If the China-US relationship sours, "it is bad news globally, not just for our two countries", said Kirby.

Freeman said that Americans and Chinese need to "set aside the ideological differences to be able to tackle the challenges before us", and the only way to meet those challenges "is subduing our emotions and focusing on our respective national interests".

"Those interests require us to cooperate despite our differences. This cannot occur unless we rediscover the merits of mutually respectful dialogue, seeking truth from facts and avoiding pointless confrontation," he said.

Freeman said that it is necessary that Americans understand that collaborating with China is not a one-way street.

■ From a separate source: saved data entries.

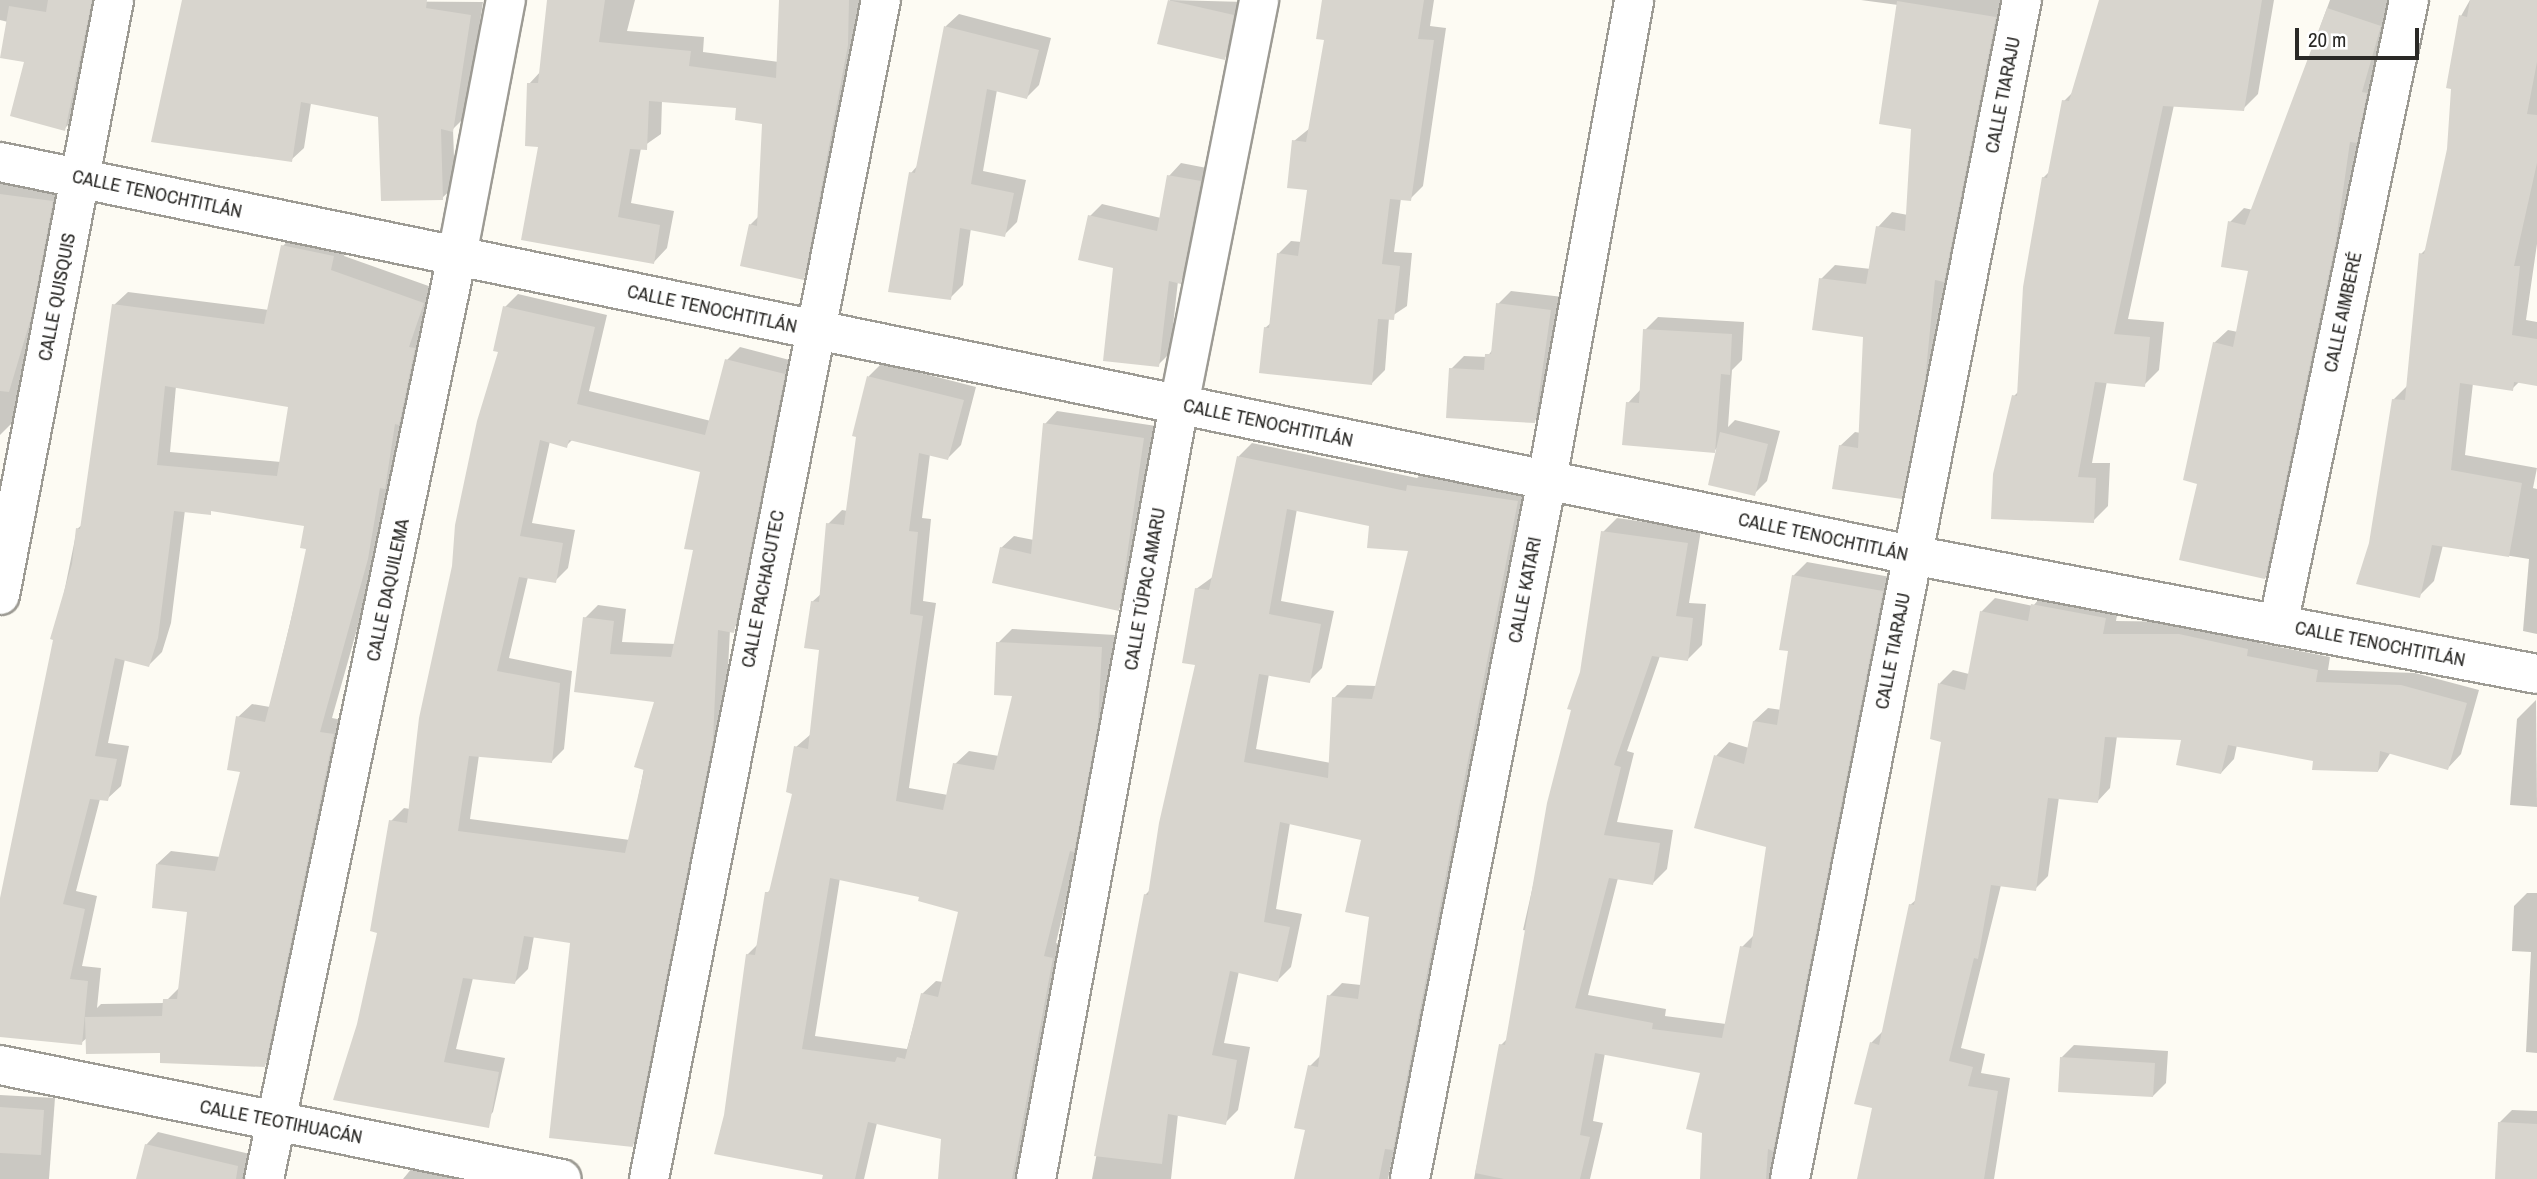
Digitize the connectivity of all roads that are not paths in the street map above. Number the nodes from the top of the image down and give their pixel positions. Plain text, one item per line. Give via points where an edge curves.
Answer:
1 (114, 0) edge
2 (506, 0) edge
3 (881, 0) edge
4 (1259, 0) edge
5 (1634, 0) edge
6 (2022, 0) edge
7 (2409, 0) edge
8 (0, 162) edge
9 (79, 178) junction
10 (457, 256) junction
11 (813, 329) junction
12 (1179, 405) junction
13 (1547, 480) junction
14 (1912, 555) junction
15 (0, 595) edge
16 (2278, 625) junction
17 (2537, 674) edge
18 (0, 1065) edge
19 (277, 1121) junction
20 (264, 1179) edge
21 (562, 1179) edge
22 (649, 1179) edge
23 (1036, 1179) edge
24 (1410, 1179) edge
25 (1790, 1179) edge

1 - 9 street, CALLE QUISQUIS
2 - 10 street, CALLE DAQUILEMA
3 - 11 street, CALLE PACHACUTEC
4 - 12 street, CALLE TÚPAC AMARU
5 - 13 street, CALLE KATARI
6 - 14 street, CALLE TIARAJU
7 - 16 street, CALLE AIMBERÉ
8 - 9 street, CALLE TENOCHTITLÁN
9 - 10 street, CALLE TENOCHTITLÁN
9 - 15 street, CALLE QUISQUIS
10 - 11 street, CALLE TENOCHTITLÁN
10 - 19 street, CALLE DAQUILEMA
11 - 12 street, CALLE TENOCHTITLÁN
11 - 22 street, CALLE PACHACUTEC
12 - 13 street, CALLE TENOCHTITLÁN
12 - 23 street, CALLE TÚPAC AMARU
13 - 14 street, CALLE TENOCHTITLÁN
13 - 24 street, CALLE KATARI
14 - 16 street, CALLE TENOCHTITLÁN
14 - 25 street, CALLE TIARAJU
16 - 17 street, CALLE TENOCHTITLÁN
18 - 19 street, CALLE TEOTIHUACÁN
19 - 20 street, CALLE DAQUILEMA
19 - 21 street, CALLE TEOTIHUACÁN

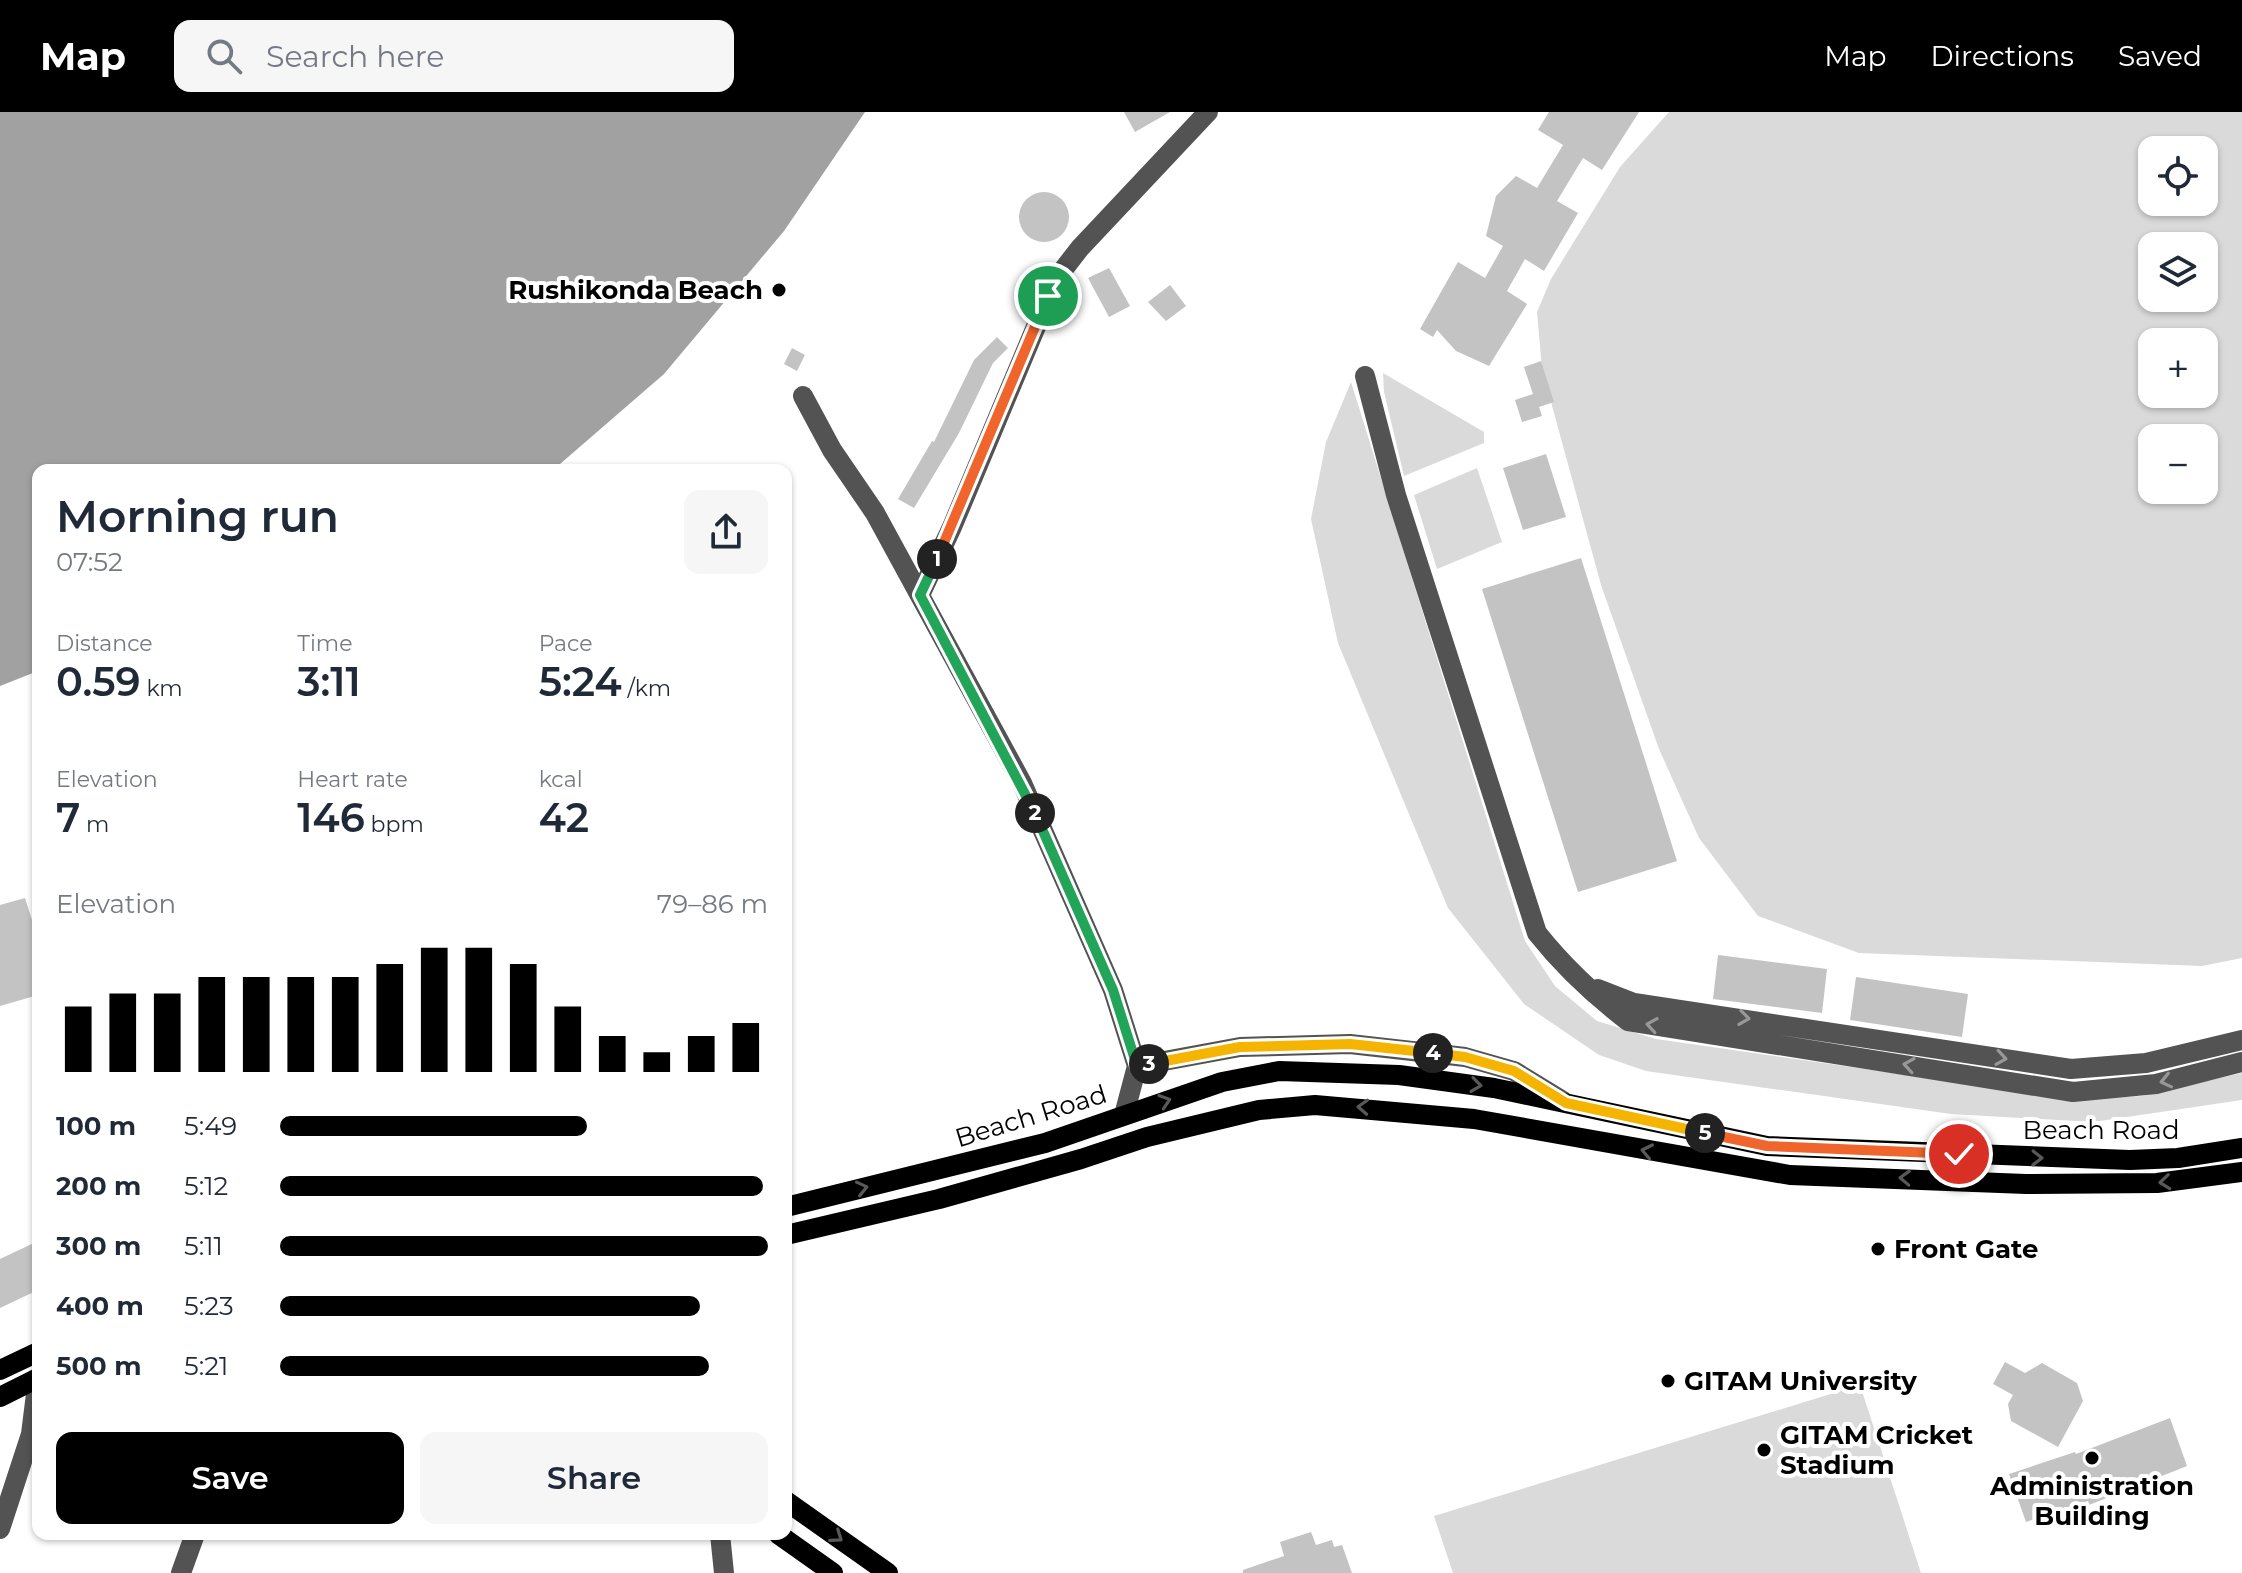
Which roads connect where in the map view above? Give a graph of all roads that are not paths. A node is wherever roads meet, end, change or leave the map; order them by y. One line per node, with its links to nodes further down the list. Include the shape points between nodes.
1 (1208, 112): 4 (street, via 1056,279)
2 (1365, 376): 5 (street, via 1396,495 1537,933)
3 (803, 396): 4 (street)
4 (920, 595): 8 (street, via 1022,783 1113,990)
5 (1586, 985): 6 (street, one-way to 6, via 1634,1003 2071,1069 2146,1063); 7 (street, one-way to 5, via 2156,1084 2073,1092 1628,1021)
6 (2242, 1040)
7 (2242, 1062)
8 (1137, 1066): 9 (street, via 1240,1047 1350,1044 1465,1057 1514,1071); 10 (street)
9 (1566, 1103): 10 (main road, Beach Road, one-way to 9, via 1222,1082 1279,1071 1399,1075); 11 (main road, Beach Road, one-way to 11, via 1767,1146 2130,1160)
10 (1124, 1115): 13 (main road, Beach Road, one-way to 10, via 1045,1143)
11 (2242, 1148)
12 (2242, 1172): 14 (main road, one-way to 14, via 2143,1184 1790,1175 1474,1119 1315,1105 1259,1110 1147,1137 939,1199)
13 (792, 1206)
14 (792, 1234)
15 (32, 1355): 16 (main road)
16 (0, 1370)
17 (32, 1381): 18 (main road)
18 (0, 1397)
19 (32, 1441): 21 (street)
20 (792, 1505): 28 (main road, one-way to 28)
21 (0, 1529)
22 (193, 1540): 25 (street)
23 (721, 1540): 26 (street)
24 (786, 1540): 27 (main road)
25 (181, 1573)
26 (724, 1573)
27 (833, 1573)
28 (888, 1573)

"It's not the US giving things to China. We both gain, and China has things to give to the United States, in science and technology. And we need to find some specific examples and bring home to people what the benefits of our solid relationship are," he said.

"We'll only get to the promised land if each and every one of you fights to strengthen the US-China relationship, fights to combat the lies, distortions and untruths, fights to make sure we stay on the right path," said Orlins.

He also said that Chinese and American students who have benefited from the bilateral relationship endeavor to make it productive again.

Vogel said that Americans "who have a reasonable point of view about the future of our country have a responsibility ... to reach out, to slow down the crazy insisting of some of the politicians who are just trying to raise their own situations".

"It's leading to disaster for both countries. We really need to cooperate," he said.

Yi Zong in Washington contributed to this story.